Russell Greenslade, chief executive of Swansea BID, said: “We are unbelievably proud that Swansea has once again achieved Purple Flag status. At Swansea BID, our team works tirelessly in collaboration with the police and Swansea Council to ensure visitors to the city can enjoy our brilliant food and beverage venues safely.

“Our taxi marshals are just one example of our nighttime economy team going above and beyond; ensuring visitors get home as quickly and safely as possible. Our free courses for nighttime businesses are a huge success and give workers an opportunity to attend everything from personal licence and customer service training to Nitenet radio system and disability training.

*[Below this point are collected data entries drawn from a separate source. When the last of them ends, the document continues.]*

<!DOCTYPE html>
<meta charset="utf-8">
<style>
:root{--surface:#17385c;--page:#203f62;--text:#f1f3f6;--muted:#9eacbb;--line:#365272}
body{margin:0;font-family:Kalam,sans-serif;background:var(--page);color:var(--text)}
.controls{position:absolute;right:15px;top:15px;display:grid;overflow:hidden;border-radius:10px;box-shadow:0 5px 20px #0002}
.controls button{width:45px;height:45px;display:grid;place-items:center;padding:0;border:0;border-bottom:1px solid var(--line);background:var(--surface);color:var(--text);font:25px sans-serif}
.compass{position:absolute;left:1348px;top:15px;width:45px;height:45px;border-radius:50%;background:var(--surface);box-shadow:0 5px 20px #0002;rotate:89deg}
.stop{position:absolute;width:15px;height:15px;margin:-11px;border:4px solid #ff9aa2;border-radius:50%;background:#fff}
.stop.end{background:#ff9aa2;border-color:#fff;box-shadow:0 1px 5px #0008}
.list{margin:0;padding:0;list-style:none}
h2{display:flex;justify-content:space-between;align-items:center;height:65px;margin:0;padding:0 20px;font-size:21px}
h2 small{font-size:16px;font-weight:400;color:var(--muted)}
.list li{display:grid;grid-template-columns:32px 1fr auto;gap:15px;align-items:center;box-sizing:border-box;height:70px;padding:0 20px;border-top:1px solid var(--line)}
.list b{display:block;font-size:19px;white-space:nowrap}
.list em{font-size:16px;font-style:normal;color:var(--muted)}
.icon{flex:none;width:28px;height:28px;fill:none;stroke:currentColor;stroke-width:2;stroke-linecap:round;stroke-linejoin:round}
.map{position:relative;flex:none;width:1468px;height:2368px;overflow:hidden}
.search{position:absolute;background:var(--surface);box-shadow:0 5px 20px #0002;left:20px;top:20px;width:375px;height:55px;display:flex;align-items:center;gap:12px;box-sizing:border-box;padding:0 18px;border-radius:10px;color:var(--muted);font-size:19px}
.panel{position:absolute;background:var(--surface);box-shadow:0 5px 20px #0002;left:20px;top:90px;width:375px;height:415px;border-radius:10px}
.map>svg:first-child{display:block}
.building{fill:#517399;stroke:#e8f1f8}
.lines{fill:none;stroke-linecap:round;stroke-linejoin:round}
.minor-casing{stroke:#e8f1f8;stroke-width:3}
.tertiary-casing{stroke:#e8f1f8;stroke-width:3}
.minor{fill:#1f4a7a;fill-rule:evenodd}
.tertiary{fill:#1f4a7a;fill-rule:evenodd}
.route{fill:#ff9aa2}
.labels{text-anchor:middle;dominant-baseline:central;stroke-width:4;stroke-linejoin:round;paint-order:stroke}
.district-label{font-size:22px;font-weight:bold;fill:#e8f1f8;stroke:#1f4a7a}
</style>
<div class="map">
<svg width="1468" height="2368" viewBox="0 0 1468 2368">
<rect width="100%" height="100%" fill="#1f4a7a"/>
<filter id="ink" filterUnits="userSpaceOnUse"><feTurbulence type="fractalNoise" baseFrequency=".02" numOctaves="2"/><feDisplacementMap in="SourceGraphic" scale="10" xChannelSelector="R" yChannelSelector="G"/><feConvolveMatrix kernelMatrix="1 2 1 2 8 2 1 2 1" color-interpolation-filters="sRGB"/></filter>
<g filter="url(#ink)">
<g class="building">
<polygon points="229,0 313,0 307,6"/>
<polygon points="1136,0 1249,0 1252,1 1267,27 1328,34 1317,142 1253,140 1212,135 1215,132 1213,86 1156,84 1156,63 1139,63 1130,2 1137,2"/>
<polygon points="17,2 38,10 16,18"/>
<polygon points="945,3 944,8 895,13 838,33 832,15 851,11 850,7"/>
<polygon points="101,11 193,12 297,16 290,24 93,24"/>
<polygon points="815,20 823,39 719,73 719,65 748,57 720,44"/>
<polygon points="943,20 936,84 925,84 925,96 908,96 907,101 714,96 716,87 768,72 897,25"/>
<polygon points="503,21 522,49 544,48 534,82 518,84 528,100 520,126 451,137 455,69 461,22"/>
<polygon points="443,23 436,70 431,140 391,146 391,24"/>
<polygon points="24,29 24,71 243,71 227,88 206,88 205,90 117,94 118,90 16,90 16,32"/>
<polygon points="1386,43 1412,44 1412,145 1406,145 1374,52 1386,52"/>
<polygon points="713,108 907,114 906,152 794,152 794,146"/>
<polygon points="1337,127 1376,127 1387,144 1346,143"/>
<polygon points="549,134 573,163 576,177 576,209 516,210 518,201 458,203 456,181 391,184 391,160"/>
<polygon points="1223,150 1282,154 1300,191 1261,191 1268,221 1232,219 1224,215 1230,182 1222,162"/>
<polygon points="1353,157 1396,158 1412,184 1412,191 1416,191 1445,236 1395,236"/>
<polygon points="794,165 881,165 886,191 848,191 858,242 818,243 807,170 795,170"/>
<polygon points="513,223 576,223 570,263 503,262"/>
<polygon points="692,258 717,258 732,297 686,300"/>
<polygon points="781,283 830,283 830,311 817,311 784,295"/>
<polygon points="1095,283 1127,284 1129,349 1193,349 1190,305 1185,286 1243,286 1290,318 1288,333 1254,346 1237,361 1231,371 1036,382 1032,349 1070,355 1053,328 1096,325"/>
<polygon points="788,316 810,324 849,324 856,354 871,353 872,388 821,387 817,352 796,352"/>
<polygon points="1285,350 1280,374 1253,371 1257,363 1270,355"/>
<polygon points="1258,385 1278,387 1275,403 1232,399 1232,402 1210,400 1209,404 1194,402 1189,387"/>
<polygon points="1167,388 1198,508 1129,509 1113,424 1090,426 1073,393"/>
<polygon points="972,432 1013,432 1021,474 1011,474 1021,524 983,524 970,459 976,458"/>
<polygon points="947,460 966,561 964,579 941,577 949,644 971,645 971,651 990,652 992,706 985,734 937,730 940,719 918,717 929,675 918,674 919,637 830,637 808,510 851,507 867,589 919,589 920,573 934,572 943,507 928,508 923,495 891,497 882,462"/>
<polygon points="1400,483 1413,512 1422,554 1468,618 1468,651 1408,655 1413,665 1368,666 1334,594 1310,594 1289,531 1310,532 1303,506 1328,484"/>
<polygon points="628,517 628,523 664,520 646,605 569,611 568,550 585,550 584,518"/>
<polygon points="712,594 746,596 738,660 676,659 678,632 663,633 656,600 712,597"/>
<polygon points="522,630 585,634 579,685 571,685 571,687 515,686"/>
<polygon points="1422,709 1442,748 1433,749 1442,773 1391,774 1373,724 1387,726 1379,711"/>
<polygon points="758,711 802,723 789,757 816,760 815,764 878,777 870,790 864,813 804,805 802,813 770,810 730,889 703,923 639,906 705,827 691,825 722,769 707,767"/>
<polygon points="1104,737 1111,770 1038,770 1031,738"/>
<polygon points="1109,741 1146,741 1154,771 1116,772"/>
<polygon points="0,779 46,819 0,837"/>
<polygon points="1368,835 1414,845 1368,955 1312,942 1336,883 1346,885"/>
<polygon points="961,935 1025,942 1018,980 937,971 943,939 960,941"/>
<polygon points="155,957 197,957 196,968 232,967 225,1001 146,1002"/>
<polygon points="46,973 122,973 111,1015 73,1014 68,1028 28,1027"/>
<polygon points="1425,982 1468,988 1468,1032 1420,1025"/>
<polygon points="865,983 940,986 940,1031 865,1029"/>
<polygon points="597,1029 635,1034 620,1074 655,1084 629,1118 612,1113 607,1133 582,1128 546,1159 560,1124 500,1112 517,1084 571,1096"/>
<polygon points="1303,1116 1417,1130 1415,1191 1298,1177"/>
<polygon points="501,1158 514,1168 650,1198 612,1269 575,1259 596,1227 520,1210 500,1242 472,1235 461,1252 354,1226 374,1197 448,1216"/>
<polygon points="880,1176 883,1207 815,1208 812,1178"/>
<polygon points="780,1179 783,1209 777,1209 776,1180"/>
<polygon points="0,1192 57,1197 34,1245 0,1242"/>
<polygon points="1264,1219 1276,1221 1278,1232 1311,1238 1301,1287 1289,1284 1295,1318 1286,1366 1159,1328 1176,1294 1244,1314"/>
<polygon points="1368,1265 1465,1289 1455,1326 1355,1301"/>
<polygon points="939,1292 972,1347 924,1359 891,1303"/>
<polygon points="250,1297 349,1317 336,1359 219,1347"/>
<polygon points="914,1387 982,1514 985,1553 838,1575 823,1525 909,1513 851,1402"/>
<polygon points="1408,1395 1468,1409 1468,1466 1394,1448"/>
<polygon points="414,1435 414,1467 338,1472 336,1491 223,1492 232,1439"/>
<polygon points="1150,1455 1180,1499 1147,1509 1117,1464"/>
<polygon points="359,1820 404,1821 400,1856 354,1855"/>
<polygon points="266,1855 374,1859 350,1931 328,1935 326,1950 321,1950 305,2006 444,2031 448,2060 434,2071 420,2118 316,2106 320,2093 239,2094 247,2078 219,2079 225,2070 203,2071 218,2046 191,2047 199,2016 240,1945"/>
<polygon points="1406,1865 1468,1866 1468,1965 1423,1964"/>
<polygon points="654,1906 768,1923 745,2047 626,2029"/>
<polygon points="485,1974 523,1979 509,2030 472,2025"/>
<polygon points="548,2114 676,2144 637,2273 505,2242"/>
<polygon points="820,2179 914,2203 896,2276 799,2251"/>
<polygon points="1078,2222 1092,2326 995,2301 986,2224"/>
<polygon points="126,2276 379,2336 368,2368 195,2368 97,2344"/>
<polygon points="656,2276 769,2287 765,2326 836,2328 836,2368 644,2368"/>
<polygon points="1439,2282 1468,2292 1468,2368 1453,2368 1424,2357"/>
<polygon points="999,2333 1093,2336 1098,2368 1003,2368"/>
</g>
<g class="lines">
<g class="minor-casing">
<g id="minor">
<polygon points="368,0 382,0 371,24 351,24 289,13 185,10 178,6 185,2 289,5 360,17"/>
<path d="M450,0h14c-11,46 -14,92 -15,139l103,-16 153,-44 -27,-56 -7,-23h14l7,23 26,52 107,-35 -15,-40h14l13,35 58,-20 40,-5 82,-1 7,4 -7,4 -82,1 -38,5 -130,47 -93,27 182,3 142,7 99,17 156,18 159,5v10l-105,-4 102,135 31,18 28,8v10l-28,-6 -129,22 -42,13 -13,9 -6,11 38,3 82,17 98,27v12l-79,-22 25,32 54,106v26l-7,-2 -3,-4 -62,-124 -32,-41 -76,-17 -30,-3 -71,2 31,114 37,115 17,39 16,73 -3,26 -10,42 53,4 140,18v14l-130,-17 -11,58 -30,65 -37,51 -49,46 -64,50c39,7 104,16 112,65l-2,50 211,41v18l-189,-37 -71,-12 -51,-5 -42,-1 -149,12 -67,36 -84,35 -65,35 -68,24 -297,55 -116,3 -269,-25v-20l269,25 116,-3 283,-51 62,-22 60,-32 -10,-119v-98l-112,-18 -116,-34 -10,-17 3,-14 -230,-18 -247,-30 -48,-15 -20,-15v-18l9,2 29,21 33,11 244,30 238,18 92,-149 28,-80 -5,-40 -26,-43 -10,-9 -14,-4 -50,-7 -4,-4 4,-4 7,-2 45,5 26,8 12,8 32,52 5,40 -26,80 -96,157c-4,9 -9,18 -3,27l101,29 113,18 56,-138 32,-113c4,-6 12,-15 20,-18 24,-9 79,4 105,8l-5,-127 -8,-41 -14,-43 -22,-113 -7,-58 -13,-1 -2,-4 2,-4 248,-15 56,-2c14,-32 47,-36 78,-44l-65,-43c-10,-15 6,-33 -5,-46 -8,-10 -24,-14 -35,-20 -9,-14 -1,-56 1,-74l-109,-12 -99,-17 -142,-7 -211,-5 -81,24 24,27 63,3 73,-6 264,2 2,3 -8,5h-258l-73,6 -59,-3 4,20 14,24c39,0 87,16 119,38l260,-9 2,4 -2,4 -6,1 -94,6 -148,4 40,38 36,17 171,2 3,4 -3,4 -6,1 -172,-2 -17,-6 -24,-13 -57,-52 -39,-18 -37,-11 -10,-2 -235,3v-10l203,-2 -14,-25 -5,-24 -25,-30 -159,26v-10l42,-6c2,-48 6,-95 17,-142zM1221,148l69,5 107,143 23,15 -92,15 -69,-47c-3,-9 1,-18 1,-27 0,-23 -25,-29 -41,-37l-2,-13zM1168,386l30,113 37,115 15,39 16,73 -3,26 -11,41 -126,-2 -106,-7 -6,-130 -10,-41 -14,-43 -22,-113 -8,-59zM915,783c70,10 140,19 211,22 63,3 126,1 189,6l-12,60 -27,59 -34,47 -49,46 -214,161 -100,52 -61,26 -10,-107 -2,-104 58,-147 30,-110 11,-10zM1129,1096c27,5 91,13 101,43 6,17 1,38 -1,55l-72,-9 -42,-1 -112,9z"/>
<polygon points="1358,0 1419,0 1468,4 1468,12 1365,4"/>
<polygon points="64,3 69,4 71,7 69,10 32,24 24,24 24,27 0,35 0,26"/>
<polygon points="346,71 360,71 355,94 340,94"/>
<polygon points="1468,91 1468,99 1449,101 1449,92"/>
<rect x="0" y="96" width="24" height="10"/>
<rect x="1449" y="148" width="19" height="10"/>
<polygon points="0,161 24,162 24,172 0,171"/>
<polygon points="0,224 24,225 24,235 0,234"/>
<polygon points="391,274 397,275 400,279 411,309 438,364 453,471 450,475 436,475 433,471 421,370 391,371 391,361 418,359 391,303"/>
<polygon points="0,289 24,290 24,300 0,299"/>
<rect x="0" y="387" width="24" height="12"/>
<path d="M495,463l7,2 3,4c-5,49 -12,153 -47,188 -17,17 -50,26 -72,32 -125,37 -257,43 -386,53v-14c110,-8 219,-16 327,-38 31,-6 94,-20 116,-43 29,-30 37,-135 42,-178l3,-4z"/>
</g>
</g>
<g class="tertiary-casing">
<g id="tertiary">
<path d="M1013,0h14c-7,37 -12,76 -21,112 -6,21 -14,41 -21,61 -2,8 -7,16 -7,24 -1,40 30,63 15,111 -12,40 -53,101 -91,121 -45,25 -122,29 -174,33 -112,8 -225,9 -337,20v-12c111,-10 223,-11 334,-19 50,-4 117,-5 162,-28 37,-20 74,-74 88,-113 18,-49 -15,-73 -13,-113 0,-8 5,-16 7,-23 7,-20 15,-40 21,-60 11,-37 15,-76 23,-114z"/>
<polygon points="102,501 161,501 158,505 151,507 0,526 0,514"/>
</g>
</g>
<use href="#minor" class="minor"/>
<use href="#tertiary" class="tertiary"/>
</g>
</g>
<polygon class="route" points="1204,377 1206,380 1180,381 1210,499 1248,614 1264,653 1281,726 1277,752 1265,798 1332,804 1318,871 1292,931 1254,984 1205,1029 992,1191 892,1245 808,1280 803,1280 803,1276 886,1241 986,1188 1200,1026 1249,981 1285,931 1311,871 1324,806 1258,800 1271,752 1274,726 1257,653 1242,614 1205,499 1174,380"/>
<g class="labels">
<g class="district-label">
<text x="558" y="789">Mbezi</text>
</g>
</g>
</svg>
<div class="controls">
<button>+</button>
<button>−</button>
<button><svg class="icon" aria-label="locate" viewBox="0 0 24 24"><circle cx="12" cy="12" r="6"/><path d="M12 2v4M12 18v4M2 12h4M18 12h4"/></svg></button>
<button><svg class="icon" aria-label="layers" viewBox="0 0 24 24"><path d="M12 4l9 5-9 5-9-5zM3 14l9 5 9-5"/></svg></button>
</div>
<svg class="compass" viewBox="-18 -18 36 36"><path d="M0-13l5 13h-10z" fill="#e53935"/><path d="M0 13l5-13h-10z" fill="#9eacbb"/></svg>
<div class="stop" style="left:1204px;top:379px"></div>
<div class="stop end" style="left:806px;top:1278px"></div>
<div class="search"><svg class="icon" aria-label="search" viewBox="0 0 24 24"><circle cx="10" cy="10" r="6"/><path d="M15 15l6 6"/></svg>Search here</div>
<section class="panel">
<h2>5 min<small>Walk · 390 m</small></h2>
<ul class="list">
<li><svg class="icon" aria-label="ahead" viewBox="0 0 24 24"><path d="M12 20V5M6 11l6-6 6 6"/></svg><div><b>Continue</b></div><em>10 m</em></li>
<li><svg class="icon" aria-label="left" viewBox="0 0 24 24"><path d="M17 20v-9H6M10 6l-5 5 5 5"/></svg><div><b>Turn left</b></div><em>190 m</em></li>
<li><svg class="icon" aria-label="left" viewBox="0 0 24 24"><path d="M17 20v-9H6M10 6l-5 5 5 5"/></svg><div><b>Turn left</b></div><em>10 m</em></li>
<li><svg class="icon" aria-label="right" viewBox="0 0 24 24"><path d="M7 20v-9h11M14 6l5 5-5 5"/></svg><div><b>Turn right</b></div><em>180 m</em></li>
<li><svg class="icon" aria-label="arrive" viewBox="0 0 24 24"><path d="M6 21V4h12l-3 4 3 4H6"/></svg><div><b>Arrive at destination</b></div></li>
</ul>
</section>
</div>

“Our Best Bar None accreditation scheme, which is awarded to venues that demonstrate a commitment to safety, customer service and responsible alcohol management practices, has also had a significant impact on venue standards across the city centre.

“We look forward to exploring other improvements with our partners over the coming year, to ensure we continue to achieve the Purple Flag status for many years to come.”

Examples of best practice highlighted in recent years include the Nite-Net radio communication system operating between premises, CCTV and the police as well as the deployment of temporary toilets on key evenings.

Police and council operations targeting on-street vulnerability, taxi safety and underage drinking also continue to operate.